The competitive World Cup continues to confound. A format ‘designed’ to reduce the gulf between teams has, so far, well, flattered to deceive.
Four matches played, eight innings played, and only once has a batting side seen the 40th over.
Fine, the chasing teams from the last three of those clashes can’t be blamed, but you get the drift.
New Zealand and Australia – Trans-Tasman rivals and the finalists from the previous edition – kicked off their World Cup campaigns without having to break into much of a sweat on Saturday, with the Kiwis walloping Sri Lanka and the Aussies working out Afghanistan quite comfortably.
Here’s a look back at some of the better moments from the first double-header day at the ICC World Cup 2019.
Henry’s Kusal-Double Rattles Sri LankaThe word ‘Kushal’ traces its origins to Sanskrit and translates to skilled.
Without discrediting Matt Henry one bit, the reputedly-skilled exponent of his trade of fast bowling was the man running in from the opposite end to his during the opening exchanges at Cardiff.
But Henry, who plausibly only got a starting berth due to the fitness doubts over Tim Southee, was making the new ball talk a bit more than Trent Boult.
Having responded to a first-ball four with one that straightened Lahiru Thirimanne out the very next ball, the 27-year-old kept a firmer lid on the scoring than his more exalted partner for the first eight overs.

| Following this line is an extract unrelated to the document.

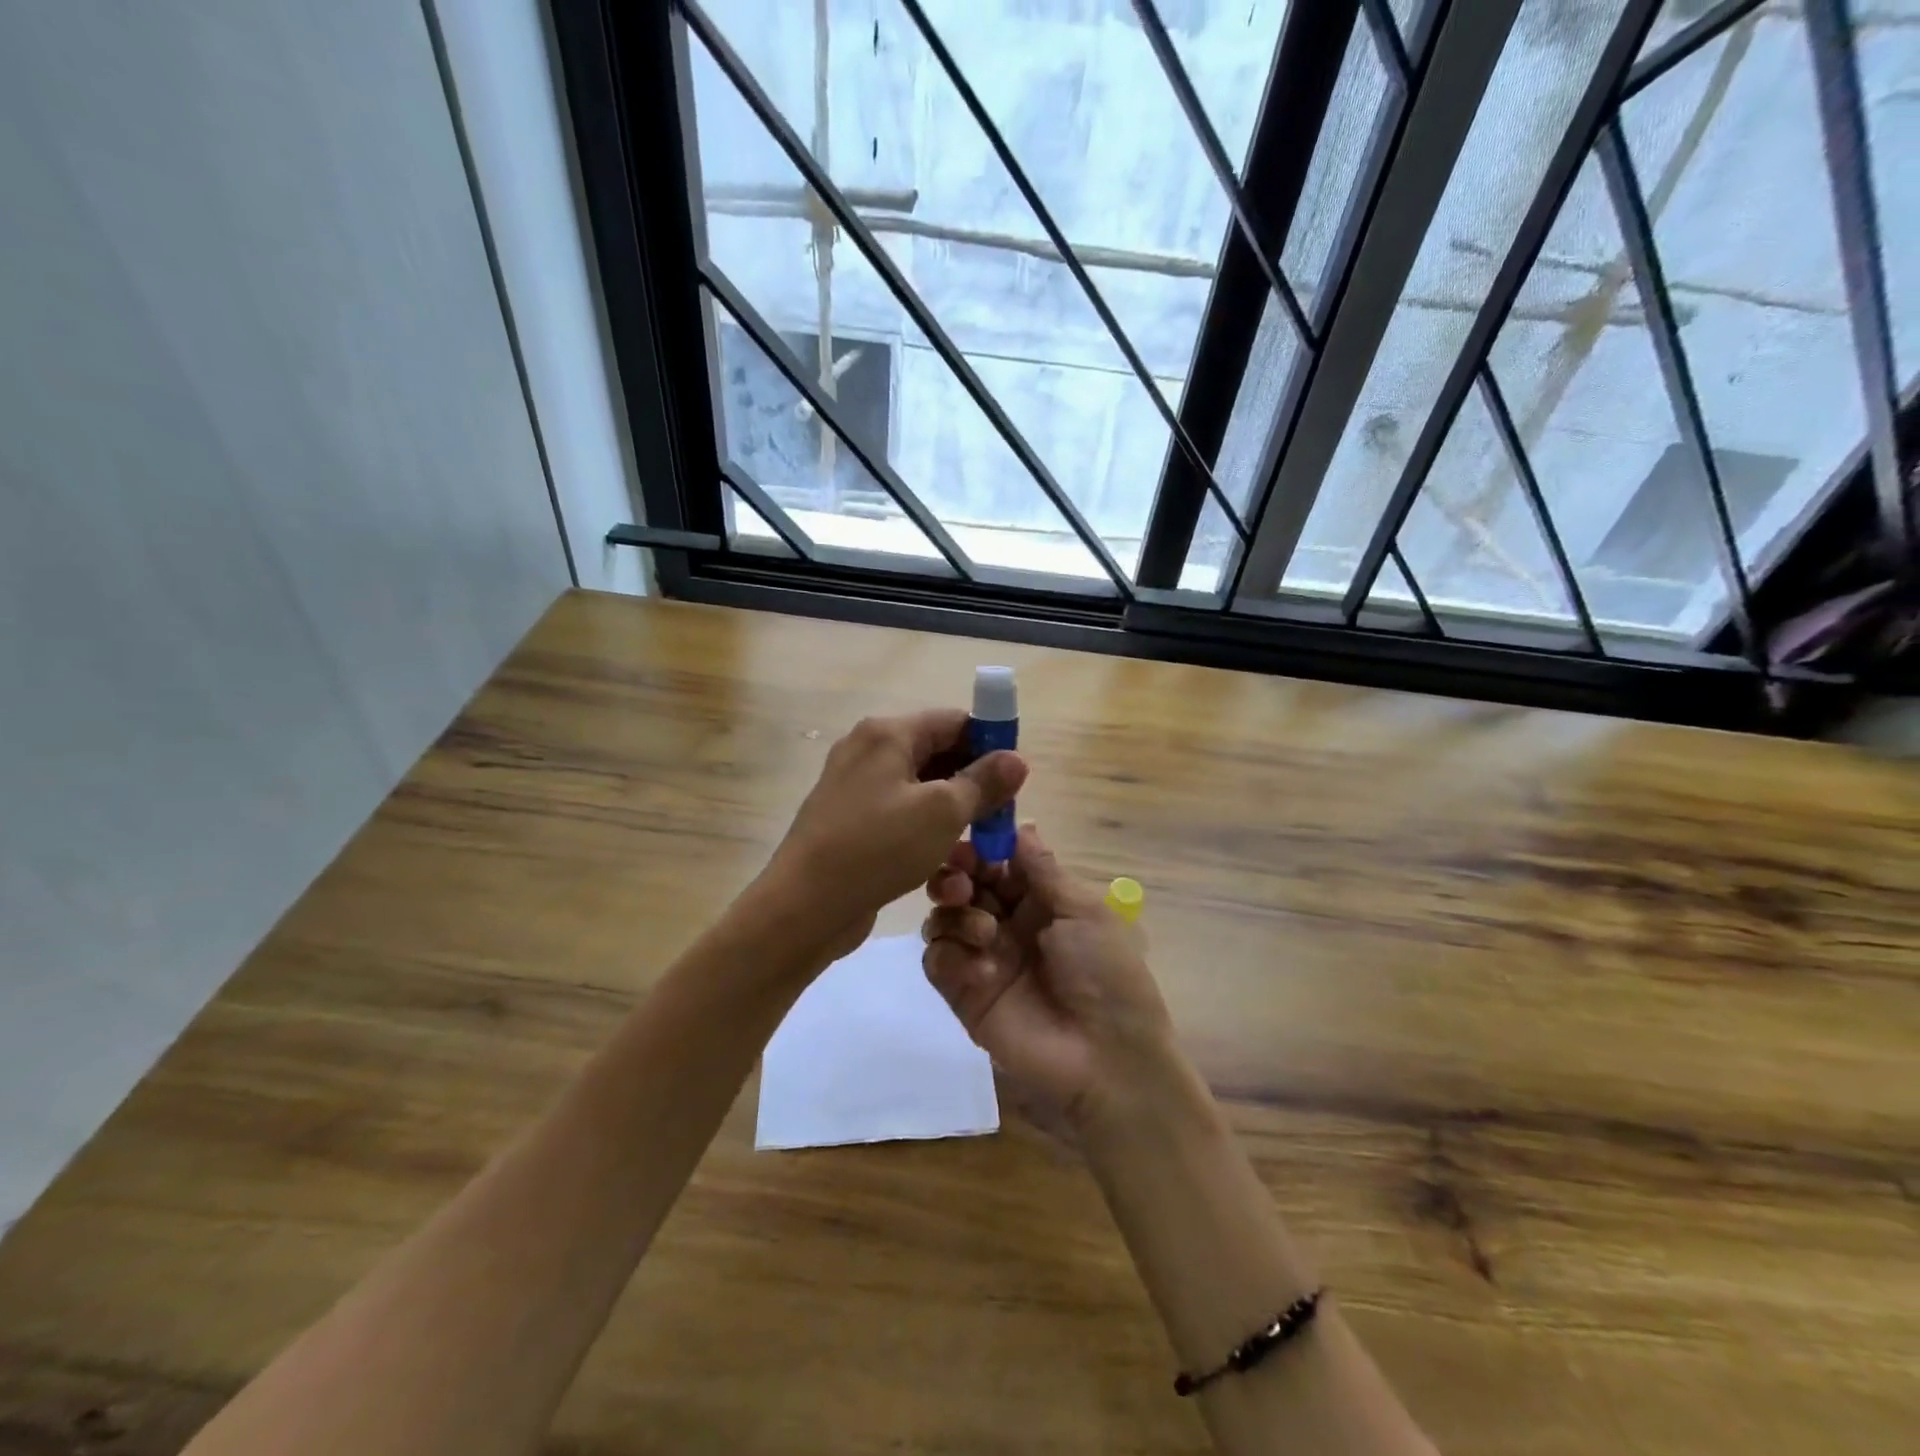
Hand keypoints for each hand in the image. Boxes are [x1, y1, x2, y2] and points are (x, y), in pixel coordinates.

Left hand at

At that stage, the Lankans, in fact, appeared to have made up for the early dent, with the scoreboard reading 46/1.
Off the next two balls, Henry scalped Sri Lanka’s two Kusals.
Perera was first to go, trying his luck on one occasion too many and lifting one straight up without any sense of timing; Mendis, who walked out to replace him, got just the kind of delivery you don’t want first up – in the channel, right where the length is truly ‘good’, nipping away, leaving you all squared. There was only going to be one outcome.
Props, also, to Kane Williamson, for it could have been an easy option to bring in your third – and fastest – pacer with the two new-ball bowlers going at around six per over. But he persisted, and Henry paid off.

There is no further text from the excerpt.